:: TASK STATEMENT ::
Give the data again exactly as written, without any of its pictures.

:: SUPPLIED ENTRIES ::
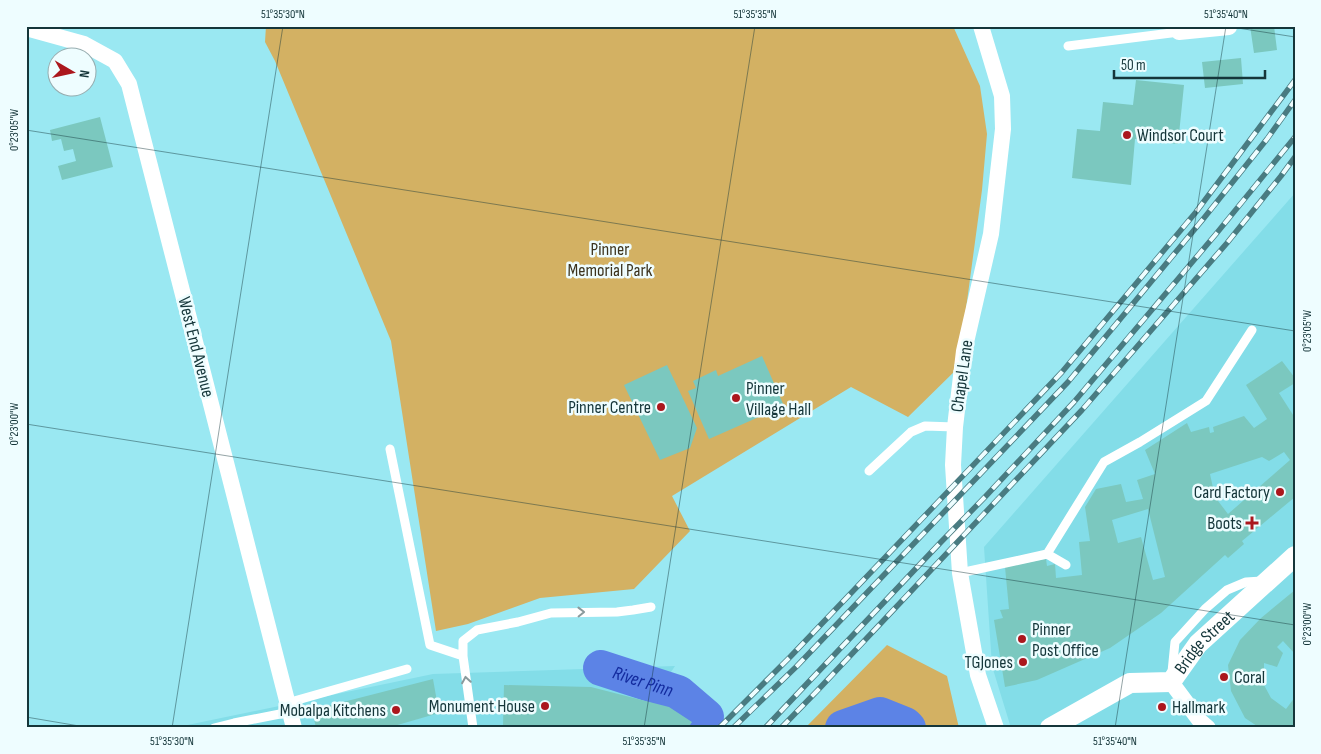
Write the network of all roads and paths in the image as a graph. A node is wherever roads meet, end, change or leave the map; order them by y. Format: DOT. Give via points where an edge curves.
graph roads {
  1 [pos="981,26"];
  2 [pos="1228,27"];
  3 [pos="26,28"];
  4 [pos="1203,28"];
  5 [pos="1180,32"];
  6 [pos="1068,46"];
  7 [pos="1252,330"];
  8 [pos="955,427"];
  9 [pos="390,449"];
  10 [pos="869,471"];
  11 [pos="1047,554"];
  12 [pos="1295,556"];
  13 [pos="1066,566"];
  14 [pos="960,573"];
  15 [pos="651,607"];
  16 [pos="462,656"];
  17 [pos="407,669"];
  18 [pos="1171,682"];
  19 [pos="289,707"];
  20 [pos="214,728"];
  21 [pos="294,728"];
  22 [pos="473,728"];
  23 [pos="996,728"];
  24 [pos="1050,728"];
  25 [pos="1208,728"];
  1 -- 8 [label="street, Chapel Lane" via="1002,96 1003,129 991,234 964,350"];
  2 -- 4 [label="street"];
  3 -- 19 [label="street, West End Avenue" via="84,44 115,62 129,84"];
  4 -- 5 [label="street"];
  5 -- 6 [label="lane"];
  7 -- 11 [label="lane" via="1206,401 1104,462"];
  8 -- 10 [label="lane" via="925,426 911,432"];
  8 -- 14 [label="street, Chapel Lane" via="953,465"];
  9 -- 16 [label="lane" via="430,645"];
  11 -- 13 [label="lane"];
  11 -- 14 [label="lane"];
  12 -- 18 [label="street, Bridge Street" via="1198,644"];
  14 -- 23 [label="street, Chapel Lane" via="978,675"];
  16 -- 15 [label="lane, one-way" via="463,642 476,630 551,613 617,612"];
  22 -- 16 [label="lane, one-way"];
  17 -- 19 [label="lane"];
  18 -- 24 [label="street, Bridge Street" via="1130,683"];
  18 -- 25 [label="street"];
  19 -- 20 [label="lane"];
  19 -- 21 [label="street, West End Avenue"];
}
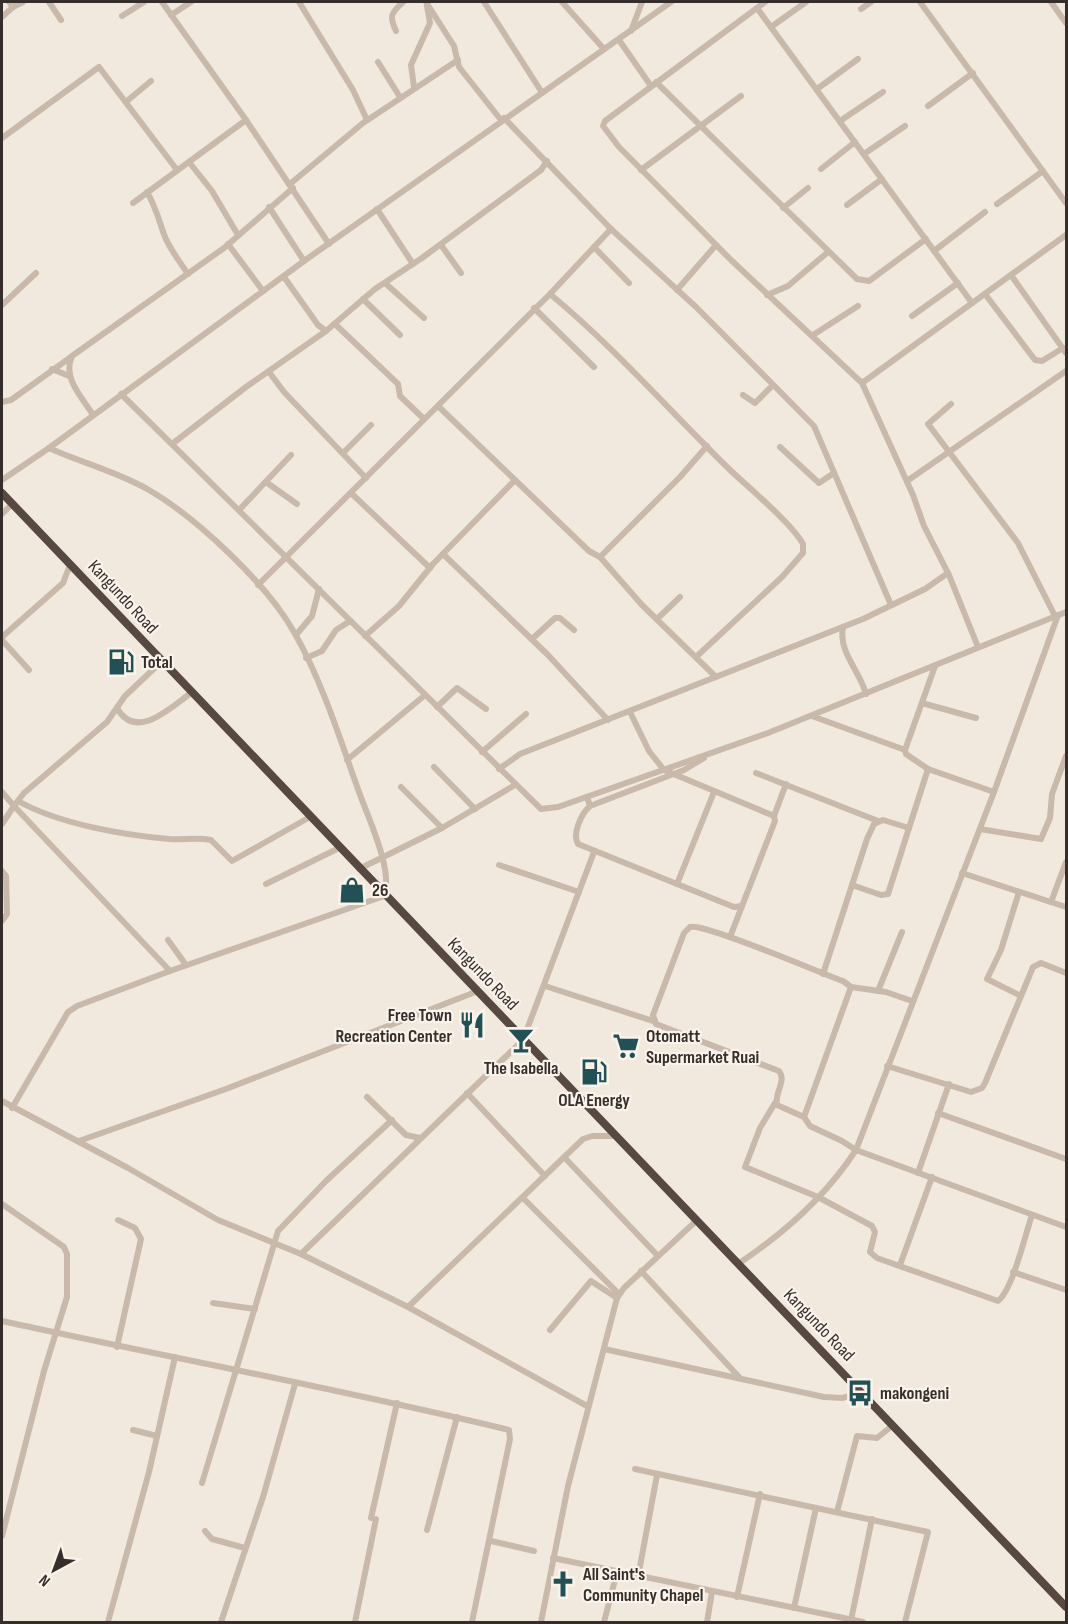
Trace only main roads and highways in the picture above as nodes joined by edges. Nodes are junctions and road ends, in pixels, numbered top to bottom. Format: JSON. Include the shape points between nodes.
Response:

:: RESULT FOR THIS EXERCISE ::
Write the network of all roads and paths in the image as a graph. A node is wherever roads meet, end, change or leave the map; order them by y. Format: DOT. Give via points where an edge curves.
graph roads {
  1 [pos="981,26"];
  2 [pos="1228,27"];
  3 [pos="26,28"];
  4 [pos="1203,28"];
  5 [pos="1180,32"];
  6 [pos="1068,46"];
  7 [pos="1252,330"];
  8 [pos="955,427"];
  9 [pos="390,449"];
  10 [pos="869,471"];
  11 [pos="1047,554"];
  12 [pos="1295,556"];
  13 [pos="1066,566"];
  14 [pos="960,573"];
  15 [pos="651,607"];
  16 [pos="462,656"];
  17 [pos="407,669"];
  18 [pos="1171,682"];
  19 [pos="289,707"];
  20 [pos="214,728"];
  21 [pos="294,728"];
  22 [pos="473,728"];
  23 [pos="996,728"];
  24 [pos="1050,728"];
  25 [pos="1208,728"];
  1 -- 8 [label="street, Chapel Lane" via="1002,96 1003,129 991,234 964,350"];
  2 -- 4 [label="street"];
  3 -- 19 [label="street, West End Avenue" via="84,44 115,62 129,84"];
  4 -- 5 [label="street"];
  5 -- 6 [label="lane"];
  7 -- 11 [label="lane" via="1206,401 1104,462"];
  8 -- 10 [label="lane" via="925,426 911,432"];
  8 -- 14 [label="street, Chapel Lane" via="953,465"];
  9 -- 16 [label="lane" via="430,645"];
  11 -- 13 [label="lane"];
  11 -- 14 [label="lane"];
  12 -- 18 [label="street, Bridge Street" via="1198,644"];
  14 -- 23 [label="street, Chapel Lane" via="978,675"];
  16 -- 15 [label="lane, one-way" via="463,642 476,630 551,613 617,612"];
  22 -- 16 [label="lane, one-way"];
  17 -- 19 [label="lane"];
  18 -- 24 [label="street, Bridge Street" via="1130,683"];
  18 -- 25 [label="street"];
  19 -- 20 [label="lane"];
  19 -- 21 [label="street, West End Avenue"];
}
Trace only main roads and highways in the picture above as nodes joined by edges. Nodes are junctions and road ends, in pixels, numbered top to bottom. Format: JSON. Include the shape points between nodes.
Response:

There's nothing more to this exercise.